Environmentalists: Mining operations will result in light pollution and harm the night-time views at Bryce Canyon National Park and potentially impact Zion National Park
Alton Coal, BLM: Independent studies found lightscape impacts to national parks will be negligible to minor. The intervening terrain blocks much light that would otherwise be a substantial problem for Bryce and Zion national parks. Predicted light glow would be less than that produced by several small towns in the area
Critics also point to the heavy truck traffic that would result if the proposal goes through — as many as 306 trucks a day when round-trip routes are factored in, according to Dan Mayhew, the Sierra Club's conservation chair for Utah.
"There's a rush to mine the coal that remains," he said. "The starting point is the idea of mining coal in the first place rather than the pursuit of renewable resources."
The renewable resource argument aside, Bryce Canyon City Mayor David Tebbs rejects the notion that U.S. 89 has handled and can handle additional truck traffic.
"Highway 89 is a major corridor for moving products and goods through our area.
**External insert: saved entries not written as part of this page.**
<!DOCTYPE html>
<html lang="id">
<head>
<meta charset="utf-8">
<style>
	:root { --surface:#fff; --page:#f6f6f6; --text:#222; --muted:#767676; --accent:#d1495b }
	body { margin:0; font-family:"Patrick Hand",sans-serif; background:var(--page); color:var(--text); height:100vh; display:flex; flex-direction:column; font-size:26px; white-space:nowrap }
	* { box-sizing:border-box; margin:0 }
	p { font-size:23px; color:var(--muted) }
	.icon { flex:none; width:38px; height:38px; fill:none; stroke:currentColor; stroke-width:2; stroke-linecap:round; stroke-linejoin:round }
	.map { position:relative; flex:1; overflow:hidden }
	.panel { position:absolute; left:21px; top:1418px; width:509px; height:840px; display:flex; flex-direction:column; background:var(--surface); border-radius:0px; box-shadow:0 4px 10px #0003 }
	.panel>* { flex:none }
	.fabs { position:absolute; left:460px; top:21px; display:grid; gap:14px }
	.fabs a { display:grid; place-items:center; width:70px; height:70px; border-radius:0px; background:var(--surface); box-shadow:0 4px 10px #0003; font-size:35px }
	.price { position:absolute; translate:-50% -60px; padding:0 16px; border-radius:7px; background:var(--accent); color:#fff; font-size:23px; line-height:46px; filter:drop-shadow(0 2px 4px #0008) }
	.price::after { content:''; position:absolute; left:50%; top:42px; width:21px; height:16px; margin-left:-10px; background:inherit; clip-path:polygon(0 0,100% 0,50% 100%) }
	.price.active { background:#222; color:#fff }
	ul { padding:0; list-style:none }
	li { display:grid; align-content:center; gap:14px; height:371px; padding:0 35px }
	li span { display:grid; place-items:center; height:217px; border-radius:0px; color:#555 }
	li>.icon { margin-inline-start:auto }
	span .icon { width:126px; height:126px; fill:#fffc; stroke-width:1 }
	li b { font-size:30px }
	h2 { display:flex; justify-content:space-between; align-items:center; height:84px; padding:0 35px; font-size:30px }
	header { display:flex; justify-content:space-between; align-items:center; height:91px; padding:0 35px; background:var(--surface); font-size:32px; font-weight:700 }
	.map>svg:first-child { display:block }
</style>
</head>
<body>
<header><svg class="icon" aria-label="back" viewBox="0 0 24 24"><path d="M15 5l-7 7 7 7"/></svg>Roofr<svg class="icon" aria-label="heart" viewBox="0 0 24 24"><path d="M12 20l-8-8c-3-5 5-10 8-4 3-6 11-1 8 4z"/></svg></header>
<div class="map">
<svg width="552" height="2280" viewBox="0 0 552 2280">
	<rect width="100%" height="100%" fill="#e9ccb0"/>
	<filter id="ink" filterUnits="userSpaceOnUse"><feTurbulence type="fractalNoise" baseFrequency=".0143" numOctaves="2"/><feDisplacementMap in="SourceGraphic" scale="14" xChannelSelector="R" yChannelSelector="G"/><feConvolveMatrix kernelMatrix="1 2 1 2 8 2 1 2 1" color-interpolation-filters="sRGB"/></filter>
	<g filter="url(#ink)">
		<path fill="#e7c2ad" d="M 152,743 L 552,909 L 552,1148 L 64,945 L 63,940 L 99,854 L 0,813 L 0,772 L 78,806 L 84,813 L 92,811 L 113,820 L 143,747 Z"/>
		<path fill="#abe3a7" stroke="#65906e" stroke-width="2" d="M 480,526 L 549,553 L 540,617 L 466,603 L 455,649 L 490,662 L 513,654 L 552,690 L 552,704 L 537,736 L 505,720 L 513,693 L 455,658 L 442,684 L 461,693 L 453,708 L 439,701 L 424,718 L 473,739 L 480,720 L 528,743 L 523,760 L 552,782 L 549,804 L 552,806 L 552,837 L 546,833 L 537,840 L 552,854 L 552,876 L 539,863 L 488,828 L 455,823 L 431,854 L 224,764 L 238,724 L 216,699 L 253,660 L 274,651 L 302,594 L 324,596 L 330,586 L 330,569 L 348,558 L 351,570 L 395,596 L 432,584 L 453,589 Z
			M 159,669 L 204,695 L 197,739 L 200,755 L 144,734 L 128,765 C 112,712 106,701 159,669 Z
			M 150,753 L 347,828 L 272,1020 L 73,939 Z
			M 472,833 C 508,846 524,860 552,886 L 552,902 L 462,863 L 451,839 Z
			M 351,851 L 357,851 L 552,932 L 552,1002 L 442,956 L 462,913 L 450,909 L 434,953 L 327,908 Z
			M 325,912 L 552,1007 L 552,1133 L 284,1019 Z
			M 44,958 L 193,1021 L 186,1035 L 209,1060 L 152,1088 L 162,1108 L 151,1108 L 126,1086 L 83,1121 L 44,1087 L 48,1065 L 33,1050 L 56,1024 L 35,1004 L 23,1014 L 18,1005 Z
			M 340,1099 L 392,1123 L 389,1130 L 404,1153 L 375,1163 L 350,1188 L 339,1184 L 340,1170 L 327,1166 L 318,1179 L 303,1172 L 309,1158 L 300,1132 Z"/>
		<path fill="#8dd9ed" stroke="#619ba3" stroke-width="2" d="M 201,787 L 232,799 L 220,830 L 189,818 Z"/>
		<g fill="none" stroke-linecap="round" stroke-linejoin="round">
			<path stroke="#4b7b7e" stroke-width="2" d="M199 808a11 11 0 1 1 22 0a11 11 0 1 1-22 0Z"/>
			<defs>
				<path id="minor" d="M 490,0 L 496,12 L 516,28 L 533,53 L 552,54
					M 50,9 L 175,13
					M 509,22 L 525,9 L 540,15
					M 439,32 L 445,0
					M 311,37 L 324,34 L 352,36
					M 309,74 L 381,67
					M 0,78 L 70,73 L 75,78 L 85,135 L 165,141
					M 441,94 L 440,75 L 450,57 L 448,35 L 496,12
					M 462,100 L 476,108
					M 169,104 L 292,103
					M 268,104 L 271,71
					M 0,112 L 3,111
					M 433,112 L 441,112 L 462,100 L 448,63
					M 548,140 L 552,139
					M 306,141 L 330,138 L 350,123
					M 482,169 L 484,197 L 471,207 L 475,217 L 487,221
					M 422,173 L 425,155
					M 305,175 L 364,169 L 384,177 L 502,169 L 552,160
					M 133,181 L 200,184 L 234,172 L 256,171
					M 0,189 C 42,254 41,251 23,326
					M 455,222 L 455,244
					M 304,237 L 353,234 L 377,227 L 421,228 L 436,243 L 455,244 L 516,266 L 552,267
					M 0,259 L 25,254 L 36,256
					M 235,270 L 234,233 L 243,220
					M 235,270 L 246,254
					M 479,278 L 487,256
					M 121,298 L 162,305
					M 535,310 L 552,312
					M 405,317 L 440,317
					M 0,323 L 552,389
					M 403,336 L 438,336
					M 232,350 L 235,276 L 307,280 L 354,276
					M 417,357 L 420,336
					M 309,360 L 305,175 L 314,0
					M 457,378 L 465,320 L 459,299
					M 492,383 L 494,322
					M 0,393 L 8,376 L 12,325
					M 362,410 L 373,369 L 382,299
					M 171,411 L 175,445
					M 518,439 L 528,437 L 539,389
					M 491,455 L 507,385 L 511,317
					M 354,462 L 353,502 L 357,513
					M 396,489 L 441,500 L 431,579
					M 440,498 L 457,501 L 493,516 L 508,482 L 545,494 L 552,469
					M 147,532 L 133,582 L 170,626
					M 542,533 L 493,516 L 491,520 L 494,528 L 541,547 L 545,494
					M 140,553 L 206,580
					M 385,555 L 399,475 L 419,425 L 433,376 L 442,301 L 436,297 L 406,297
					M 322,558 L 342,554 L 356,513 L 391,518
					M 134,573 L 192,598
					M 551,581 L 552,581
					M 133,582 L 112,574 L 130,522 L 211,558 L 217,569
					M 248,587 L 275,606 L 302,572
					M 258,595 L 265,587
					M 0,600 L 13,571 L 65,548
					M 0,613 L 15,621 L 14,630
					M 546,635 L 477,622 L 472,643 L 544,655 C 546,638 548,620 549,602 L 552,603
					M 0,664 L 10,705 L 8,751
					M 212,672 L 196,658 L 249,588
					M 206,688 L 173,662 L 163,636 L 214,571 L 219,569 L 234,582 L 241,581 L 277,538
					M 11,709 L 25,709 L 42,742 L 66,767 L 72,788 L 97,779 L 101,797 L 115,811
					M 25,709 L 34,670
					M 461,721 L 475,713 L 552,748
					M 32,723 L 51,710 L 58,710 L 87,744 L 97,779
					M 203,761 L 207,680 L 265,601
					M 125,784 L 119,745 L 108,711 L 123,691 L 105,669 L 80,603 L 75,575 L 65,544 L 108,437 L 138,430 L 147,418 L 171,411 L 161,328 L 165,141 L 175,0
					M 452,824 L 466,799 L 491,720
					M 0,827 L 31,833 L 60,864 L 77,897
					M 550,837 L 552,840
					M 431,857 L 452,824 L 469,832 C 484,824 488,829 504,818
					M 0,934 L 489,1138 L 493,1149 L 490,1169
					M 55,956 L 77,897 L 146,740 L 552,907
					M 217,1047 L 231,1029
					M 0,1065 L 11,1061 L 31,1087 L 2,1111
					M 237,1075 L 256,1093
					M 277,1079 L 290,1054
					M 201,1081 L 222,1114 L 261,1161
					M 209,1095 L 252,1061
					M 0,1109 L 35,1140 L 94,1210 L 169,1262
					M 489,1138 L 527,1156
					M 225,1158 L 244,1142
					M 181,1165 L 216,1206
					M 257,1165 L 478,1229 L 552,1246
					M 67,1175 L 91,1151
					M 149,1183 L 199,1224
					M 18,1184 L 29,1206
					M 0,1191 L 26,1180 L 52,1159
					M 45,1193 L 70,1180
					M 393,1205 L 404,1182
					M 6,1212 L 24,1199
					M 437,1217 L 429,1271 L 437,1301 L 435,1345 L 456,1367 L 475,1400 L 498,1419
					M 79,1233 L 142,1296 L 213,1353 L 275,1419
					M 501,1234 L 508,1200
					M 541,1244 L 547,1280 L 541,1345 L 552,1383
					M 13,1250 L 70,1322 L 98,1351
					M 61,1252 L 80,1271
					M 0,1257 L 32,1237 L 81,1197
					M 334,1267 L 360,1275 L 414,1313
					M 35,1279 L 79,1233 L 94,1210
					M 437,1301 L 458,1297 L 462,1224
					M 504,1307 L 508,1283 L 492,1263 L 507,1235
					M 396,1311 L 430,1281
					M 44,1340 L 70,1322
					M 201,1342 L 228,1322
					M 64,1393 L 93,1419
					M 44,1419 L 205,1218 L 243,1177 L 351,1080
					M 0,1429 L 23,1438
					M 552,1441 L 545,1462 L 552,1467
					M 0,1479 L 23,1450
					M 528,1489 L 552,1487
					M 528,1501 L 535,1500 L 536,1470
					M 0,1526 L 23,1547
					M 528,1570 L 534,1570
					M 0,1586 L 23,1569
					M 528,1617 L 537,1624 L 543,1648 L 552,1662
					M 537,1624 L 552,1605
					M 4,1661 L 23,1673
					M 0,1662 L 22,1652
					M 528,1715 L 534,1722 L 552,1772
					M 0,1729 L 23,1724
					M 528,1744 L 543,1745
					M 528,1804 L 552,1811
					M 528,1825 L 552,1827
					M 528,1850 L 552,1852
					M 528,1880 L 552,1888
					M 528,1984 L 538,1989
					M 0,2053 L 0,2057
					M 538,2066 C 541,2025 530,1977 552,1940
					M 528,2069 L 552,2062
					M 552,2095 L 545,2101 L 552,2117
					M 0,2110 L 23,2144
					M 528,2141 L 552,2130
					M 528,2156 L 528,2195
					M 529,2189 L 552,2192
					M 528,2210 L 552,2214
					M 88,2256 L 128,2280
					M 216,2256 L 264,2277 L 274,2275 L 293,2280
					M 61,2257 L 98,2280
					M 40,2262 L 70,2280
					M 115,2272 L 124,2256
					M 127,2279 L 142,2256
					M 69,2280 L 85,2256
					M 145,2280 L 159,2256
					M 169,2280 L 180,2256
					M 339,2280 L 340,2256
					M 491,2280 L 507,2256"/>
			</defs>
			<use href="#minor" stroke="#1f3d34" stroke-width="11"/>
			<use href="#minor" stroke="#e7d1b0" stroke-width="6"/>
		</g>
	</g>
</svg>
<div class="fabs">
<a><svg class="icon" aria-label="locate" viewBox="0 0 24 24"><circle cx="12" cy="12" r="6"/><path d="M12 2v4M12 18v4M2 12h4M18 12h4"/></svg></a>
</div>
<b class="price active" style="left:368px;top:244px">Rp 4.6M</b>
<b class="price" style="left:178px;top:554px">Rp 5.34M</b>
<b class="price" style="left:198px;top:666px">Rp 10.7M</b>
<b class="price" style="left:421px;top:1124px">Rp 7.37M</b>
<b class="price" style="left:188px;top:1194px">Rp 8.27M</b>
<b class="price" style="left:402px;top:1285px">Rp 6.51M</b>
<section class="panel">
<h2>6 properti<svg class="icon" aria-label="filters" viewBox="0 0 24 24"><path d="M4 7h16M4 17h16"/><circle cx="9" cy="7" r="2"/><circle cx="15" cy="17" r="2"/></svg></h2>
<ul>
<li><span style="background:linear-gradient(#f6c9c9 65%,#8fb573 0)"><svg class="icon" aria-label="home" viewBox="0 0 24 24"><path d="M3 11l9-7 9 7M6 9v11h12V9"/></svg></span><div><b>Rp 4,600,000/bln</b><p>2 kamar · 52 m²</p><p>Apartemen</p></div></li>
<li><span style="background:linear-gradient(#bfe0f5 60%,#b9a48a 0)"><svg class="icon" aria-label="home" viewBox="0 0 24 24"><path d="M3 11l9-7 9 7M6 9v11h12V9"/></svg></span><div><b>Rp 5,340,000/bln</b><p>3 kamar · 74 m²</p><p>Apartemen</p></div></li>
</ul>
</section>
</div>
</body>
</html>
When the economy was booming in the early 90s, there were more trucks on that road than this will bring to our roads."
The Alton Coal expansion, he said, has the support of Panguitch City as well as Garfield County to mine an ample resource and produce tangible economic benefits for the area.
"I know they are concerned with protecting the environment ... they do not live here, work here and they do not raise a family here," Tebbs said of protesters against the proposal. "They ignore the impacts on families who live in these rural communities."
Tebbs said the surrounding communities welcome the mine expansion because of the jobs it will bring, the money it will put it the economy and the type of workers it will attract.
"We want to see these 160 jobs because these are the kind of people … we want in this community. These are blue collar jobs, most of them; they have families and they are hard working."
Tebbs said in many instances locals who have voiced support for the expansion have been unfairly pegged by opponents as greedy land ravagers.
That makes him angry.
"We have a culture here," he said. "We have been stewards of the lands for hundreds of years and we care about the land, the animals and the wildlife. These groups don't live here. ... There are ways we could do this and reach a compromise."